Lorsqu’elles rentrèrent chez Pavonine, ce soir-là, elle comprit en la voyant empaqueter quelques affaires qu’elle s’en allait pour de bon. Et elle fut surprise de n’être pas si triste. Non pas qu’elle ne tenait pas à son amie, mais sa joie, son enthousiasme et sa ténacité lui faisaient plaisir. C’était ce qu’elle souhaitait, ce qui la rendait heureuse et elle n’aurait jamais pu se contenter d’une vie sur terre. Lorsqu’elles se dirent adieu, le lendemain, elle lui fit promettre de revenir un jour et rentra chez elle avec Bulle. Elle n’était pas déçue. Elle était fière d’avoir une amie qui se battait pour ses rêves, qui faisait ce dont elle avait envie. Elle décida ce soir-là de rentrer à Duno, retenter l’école d’art qu’elle avait fui, par crainte de l’échec. Cette fois, elle y entrerait et n’en ressortirait qu’avec le diplôme dont elle avait toujours eu envie en patte.
Pavonine, pour sa part, passa plusieurs semaines à explorer la mer. Elle apprit à se nourrir d’algues et se diriger avec les courants marins. Elle s’émerveillait chaque minute de ce qu’elle découvrait, là où quelque créature normale n’aurait vu que des bancs de sable. Pour elle, tout était nouveau et fascinant. C’est ainsi qu’elle parvint à une ville abyssale. Elle entra, curieuse de cette construction assurément gothicatienne. Il y avait des coquillages géants et des coraux un peu partout, entre lesquels avaient été conçus de genre de grosses bulles rocheuses. Visiblement d’étranges habitations, adaptées à ces profondeurs.
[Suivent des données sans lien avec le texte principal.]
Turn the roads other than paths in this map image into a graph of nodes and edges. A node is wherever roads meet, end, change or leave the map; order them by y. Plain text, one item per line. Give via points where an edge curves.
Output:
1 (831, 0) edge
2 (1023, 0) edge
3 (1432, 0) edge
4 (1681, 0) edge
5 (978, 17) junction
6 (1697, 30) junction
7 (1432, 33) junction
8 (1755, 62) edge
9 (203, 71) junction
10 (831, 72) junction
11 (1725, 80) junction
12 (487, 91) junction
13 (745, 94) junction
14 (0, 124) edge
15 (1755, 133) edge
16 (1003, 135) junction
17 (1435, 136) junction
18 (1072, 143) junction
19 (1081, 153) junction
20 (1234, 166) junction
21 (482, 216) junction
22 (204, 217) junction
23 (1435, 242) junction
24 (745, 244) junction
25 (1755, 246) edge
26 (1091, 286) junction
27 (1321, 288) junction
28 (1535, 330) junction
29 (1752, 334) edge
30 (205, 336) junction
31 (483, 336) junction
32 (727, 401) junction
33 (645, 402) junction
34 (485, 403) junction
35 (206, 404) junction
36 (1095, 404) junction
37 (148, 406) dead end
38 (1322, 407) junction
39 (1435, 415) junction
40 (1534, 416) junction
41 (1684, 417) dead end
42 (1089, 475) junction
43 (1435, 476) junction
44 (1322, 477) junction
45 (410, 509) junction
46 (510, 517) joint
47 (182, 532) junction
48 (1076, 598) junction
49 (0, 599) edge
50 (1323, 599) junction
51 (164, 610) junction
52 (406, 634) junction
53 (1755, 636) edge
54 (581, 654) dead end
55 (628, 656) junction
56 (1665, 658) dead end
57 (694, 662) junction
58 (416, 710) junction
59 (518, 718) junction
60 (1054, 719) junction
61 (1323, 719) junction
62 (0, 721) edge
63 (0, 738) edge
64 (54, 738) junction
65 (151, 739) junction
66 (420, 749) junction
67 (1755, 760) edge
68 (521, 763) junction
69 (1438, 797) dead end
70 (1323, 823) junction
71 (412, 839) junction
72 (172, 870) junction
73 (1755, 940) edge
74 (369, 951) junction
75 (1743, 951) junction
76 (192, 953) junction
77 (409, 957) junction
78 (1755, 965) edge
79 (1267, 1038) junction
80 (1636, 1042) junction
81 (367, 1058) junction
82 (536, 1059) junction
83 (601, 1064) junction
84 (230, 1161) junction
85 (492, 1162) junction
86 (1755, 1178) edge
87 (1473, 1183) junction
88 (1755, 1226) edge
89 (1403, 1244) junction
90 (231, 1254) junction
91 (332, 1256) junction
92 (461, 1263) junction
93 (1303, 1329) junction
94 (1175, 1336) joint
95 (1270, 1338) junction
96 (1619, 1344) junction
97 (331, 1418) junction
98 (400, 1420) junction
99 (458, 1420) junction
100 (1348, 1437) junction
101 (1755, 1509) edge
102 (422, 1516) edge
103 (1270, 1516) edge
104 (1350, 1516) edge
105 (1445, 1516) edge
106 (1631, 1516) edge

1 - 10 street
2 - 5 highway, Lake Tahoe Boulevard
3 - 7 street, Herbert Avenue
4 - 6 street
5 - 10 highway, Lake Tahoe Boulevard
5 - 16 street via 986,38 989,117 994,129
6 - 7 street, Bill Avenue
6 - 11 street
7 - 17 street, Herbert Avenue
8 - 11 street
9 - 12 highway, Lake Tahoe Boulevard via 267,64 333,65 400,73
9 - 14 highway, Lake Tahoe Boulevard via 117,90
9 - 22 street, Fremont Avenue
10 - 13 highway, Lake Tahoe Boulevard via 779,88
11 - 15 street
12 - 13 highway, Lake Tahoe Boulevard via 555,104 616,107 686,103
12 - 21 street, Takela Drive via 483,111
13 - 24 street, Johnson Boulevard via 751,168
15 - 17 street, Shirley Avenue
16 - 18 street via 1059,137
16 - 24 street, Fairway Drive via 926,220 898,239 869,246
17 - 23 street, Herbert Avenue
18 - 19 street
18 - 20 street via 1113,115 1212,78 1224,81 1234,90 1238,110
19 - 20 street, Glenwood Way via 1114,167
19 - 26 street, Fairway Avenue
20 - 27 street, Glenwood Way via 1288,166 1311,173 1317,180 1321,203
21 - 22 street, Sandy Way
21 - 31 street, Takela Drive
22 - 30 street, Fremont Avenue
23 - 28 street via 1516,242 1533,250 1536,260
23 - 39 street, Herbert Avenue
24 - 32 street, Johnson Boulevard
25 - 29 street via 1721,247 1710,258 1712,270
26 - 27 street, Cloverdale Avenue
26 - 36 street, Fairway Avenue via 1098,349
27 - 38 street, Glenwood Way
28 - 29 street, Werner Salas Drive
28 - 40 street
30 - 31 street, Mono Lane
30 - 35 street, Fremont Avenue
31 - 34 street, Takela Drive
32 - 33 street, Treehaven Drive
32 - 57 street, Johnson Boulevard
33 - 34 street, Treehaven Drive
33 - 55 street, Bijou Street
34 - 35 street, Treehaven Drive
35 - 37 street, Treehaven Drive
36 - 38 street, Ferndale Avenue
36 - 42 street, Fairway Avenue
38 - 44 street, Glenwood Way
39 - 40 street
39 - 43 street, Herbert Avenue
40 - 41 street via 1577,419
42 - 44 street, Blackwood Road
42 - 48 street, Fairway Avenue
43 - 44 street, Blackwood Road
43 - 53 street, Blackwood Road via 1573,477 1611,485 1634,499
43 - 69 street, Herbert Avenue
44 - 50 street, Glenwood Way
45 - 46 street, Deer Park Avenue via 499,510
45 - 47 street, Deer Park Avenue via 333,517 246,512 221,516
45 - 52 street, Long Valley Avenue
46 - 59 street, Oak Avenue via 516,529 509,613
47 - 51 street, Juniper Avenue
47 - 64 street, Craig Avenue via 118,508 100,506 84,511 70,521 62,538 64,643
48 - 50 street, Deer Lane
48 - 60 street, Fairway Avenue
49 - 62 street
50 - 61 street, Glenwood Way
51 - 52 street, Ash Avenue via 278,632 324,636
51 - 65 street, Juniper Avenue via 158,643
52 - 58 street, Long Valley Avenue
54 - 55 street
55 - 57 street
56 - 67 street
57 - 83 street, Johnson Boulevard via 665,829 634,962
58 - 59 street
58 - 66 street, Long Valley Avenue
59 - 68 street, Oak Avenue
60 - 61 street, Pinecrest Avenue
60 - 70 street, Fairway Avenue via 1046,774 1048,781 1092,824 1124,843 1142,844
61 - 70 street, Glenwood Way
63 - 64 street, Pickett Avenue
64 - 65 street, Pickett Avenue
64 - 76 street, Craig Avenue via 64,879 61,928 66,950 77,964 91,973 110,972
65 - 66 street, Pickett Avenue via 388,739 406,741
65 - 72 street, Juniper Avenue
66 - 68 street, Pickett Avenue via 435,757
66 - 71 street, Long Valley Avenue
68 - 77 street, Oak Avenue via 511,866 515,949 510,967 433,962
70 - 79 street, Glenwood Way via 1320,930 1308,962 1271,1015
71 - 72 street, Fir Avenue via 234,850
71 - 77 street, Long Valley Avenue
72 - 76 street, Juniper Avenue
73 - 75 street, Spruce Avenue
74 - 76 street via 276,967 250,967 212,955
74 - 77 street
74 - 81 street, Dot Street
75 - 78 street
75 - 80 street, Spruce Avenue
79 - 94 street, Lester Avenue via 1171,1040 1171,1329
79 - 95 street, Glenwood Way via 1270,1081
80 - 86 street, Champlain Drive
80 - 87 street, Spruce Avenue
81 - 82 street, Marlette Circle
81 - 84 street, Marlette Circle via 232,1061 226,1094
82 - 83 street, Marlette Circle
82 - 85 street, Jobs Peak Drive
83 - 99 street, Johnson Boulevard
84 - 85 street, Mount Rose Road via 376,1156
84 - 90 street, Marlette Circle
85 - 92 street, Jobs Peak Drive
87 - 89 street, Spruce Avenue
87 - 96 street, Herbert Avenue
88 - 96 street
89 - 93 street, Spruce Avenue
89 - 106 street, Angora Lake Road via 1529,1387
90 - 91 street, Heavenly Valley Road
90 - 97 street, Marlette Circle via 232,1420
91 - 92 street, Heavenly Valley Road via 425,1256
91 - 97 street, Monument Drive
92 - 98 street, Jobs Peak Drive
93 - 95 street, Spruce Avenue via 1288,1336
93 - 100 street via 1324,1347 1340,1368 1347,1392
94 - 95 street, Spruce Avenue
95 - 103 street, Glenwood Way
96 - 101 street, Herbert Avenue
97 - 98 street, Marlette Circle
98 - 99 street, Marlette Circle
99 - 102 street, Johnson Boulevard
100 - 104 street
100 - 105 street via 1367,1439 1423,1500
Elle croisa des Ekoyus et des Neptulys, qui la regardaient avec surprise. Elle s’approcha et découvrit alors qu’elle avait du mal à parler avec son masque sur le museau. L’un des habitants sembla comprendre et la mena dans un des bâtiments étranges, tout rond. En y entrant par le bas, elle fut surprise de découvrir une bulle d’air qui y était bloquée. Ôtant son attirail, elle remercia son sauveur. Il se présenta comme étant Illìot et se montra fort curieux de ce qu’elle avait accompli puis alla même chercher un mage Neptulys qui s’esclaffa de ce qu’elle avait inventé. Elle fut un peu vexée, mais lorsqu’il incanta, illuminé de blanc, et qu’elle vit son invention diminuer en taille et se glisser doucement sous ses écailles, elle resta gueule-bée.
Il l’invita à essayer de respirer sous l’eau et, lorsqu’elle constata que cela fonctionnait, fut émerveillée. Il expliqua qu’il avait relié les tuyaux à ses poumons et que ceux qui dépassaient n’étaient que ceux qui allaient chercher l’air présent dans l’eau, afin de l’alimenter. Il conclut en disant qu’elle avait désormais des branchies à la fois technologiques, magiques et organiques. Et que si elle souhaitait revenir un jour sur terre, elle n’aurait qu’à boucher un tuyau – là – pour bloquer l’arrivée d’eau. Pavonine lui sauta au cou, follement heureuse. Elle avait accompli son rêve.
Elle s’installa définitivement en ville, partant parfois pour des mois d’exploration, jamais rassasiée des merveilles sous-marines qu’elle découvrait. Illìot était son premier ami marin et l’accompagna souvent, s’amusant de la curiosité jamais assouvie de sa compagne de voyage. Il se montra curieux de découvrir la surface et ce fut l’occasion parfaite de retourner saluer Loya et lui présenter son ami. Cette dernière, qui n’était rentrée que pour quelques jours, par pur hasard, la remercia chaleureusement de lui avoir donné l’envie de se battre pour ses rêves et c’est ainsi que Pavonine découvrit qu’elle avait inspiré l’une des rares créatures terrestres dont elle avait été proche. Cela lui fit plaisir et elle se dédia à partir de ce jour à aider les autres à accomplir leurs buts et devint une ambassadrice entre le monde marin, terrestre et aérien.